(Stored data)
# # # # # # #

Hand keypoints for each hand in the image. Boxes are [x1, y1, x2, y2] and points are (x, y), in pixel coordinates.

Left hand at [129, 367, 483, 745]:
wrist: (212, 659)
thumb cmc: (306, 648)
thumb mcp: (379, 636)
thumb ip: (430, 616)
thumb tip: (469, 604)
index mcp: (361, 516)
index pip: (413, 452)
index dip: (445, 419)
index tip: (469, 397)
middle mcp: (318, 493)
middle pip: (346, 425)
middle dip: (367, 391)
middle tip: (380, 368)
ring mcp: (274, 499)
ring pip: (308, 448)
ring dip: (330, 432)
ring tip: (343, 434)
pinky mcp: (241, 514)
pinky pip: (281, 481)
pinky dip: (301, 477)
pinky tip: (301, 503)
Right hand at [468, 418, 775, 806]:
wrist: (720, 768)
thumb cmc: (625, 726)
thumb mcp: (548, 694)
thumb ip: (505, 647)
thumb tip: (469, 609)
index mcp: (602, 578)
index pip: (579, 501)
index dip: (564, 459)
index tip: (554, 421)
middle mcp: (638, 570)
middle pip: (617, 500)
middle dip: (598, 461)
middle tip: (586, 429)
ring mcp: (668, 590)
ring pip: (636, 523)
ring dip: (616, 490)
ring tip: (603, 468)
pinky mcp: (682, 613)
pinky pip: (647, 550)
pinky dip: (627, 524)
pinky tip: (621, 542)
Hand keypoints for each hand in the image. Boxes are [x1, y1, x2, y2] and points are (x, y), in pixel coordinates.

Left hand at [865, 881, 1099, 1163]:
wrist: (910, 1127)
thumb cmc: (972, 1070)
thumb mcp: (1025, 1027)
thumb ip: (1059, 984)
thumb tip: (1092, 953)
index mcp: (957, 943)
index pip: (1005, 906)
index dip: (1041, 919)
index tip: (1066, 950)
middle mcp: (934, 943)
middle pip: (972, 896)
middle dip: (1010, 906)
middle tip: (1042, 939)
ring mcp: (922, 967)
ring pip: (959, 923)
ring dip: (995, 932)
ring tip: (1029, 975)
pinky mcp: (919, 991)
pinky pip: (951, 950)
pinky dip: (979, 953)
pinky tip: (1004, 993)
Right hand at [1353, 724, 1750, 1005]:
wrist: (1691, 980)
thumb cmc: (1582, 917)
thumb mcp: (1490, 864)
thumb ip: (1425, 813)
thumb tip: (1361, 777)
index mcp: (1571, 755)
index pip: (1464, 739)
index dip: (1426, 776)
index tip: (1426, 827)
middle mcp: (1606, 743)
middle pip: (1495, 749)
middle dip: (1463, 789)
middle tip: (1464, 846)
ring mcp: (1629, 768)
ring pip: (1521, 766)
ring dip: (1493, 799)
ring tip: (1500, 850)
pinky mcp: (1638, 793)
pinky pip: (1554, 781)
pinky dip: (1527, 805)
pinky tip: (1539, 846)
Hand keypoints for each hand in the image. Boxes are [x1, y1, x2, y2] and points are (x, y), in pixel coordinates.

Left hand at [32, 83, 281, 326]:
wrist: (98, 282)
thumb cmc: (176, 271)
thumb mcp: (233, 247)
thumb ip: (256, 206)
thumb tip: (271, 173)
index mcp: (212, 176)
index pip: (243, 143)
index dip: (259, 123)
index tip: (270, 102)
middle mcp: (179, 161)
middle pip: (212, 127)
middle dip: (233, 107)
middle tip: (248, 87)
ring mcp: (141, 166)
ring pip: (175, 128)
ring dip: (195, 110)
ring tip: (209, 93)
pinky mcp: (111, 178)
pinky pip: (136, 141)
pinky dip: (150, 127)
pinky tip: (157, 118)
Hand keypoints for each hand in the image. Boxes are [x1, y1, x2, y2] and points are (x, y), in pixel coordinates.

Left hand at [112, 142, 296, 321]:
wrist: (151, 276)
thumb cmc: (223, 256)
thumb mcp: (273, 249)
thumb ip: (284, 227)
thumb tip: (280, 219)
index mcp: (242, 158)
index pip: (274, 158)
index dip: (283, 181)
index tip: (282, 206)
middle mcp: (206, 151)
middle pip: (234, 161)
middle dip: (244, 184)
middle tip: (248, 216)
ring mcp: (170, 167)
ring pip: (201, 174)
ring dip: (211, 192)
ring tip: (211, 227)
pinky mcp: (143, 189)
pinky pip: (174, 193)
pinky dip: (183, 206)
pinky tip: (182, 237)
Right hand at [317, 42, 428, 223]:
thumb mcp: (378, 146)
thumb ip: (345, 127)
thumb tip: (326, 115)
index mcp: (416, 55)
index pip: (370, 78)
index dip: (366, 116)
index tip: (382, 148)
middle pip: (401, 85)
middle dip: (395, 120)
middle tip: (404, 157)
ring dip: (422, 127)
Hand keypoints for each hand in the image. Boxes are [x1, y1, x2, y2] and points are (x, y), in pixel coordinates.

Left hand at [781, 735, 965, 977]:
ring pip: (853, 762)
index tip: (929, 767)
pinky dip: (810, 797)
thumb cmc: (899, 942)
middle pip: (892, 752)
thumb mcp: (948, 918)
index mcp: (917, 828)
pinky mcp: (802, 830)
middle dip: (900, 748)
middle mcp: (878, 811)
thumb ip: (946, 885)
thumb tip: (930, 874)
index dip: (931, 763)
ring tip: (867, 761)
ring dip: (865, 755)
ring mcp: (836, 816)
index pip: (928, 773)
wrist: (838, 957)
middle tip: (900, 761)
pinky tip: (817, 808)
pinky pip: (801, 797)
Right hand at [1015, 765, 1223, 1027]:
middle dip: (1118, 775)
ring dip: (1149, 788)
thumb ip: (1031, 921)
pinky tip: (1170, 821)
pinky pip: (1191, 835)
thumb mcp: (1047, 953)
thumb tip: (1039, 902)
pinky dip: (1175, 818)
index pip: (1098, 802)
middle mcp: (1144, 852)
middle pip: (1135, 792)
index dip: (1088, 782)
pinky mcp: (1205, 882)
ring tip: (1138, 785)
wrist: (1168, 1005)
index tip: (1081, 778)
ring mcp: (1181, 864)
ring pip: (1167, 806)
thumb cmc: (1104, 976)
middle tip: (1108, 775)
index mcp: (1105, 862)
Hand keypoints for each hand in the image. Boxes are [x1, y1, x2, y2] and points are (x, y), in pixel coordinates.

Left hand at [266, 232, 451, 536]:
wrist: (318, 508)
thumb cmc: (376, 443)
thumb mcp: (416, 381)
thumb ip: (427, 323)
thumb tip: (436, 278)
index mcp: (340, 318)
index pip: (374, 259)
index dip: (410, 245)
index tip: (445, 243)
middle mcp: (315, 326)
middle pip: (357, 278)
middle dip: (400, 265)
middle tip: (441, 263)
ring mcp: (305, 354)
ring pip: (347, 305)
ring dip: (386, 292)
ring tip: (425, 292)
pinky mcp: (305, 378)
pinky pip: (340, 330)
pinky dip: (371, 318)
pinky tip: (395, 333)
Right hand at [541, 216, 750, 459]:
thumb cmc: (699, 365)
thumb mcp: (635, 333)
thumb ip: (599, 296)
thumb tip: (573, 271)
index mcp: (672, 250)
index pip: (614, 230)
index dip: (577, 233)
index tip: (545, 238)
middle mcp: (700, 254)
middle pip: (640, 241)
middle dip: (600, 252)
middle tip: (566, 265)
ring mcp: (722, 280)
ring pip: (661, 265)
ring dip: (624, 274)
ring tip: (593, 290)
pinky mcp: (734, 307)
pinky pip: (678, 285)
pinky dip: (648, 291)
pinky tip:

# # # # # # #

__THE TASK__
Of all the entries above, how many lines contain the string "Left"? Answer with the number only.

__RESULT OF THIS EXERCISE__
6